**Try it**
Would you please copy out each entry exactly?

*** Opening of Source information ***

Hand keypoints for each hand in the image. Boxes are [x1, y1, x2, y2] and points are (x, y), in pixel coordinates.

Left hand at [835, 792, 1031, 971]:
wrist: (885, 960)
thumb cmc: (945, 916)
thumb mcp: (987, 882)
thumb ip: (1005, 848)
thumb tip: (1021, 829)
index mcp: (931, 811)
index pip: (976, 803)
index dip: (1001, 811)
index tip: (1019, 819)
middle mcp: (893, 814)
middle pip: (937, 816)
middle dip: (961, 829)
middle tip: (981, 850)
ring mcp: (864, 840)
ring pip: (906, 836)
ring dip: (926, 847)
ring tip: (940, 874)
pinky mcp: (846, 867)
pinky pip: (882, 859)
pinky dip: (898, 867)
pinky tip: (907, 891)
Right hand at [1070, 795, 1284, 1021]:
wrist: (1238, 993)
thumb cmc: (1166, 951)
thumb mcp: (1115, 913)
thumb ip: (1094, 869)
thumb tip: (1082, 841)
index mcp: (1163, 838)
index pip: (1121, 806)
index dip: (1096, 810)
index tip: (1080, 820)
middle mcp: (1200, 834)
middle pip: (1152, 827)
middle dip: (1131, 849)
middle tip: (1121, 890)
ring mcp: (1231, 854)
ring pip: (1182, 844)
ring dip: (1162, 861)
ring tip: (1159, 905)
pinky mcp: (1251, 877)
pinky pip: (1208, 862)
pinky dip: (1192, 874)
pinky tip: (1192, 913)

*** Close of Source information ***

**Response box**
Hand keypoints for each hand in the image. Boxes are [x1, y1, x2, y2] and points are (x, y), in pixel coordinates.

Left hand at [835, 792, 1031, 971]:
wrist: (885, 960)
thumb cmc: (945, 916)
thumb mcp: (987, 882)
thumb ip: (1005, 848)
thumb tip: (1021, 829)
index mcp: (931, 811)
index pip: (976, 803)
index dip: (1001, 811)
index tip: (1019, 819)
middle mcp: (893, 814)
middle pip: (937, 816)
middle dip: (961, 829)
middle tip: (981, 850)
ring mcp: (864, 840)
ring pip: (906, 836)
ring dip: (926, 847)
ring tip: (940, 874)
pinky mcp: (846, 867)
pinky pip: (882, 859)
pinky dip: (898, 867)
pinky tip: (907, 891)
Right hand at [1070, 795, 1284, 1021]:
wrist: (1238, 993)
thumb cmc: (1166, 951)
thumb mcp: (1115, 913)
thumb ip: (1094, 869)
thumb tip: (1082, 841)
index mcp: (1163, 838)
index pip: (1121, 806)
index dip: (1096, 810)
index tip: (1080, 820)
middle mcp: (1200, 834)
middle pip: (1152, 827)
middle dip: (1131, 849)
middle tip: (1121, 890)
ring mcp: (1231, 854)
ring pip: (1182, 844)
ring dip: (1162, 861)
ring tip: (1159, 905)
pinky mcp: (1251, 877)
pinky pip: (1208, 862)
pinky dip: (1192, 874)
pinky tip: (1192, 913)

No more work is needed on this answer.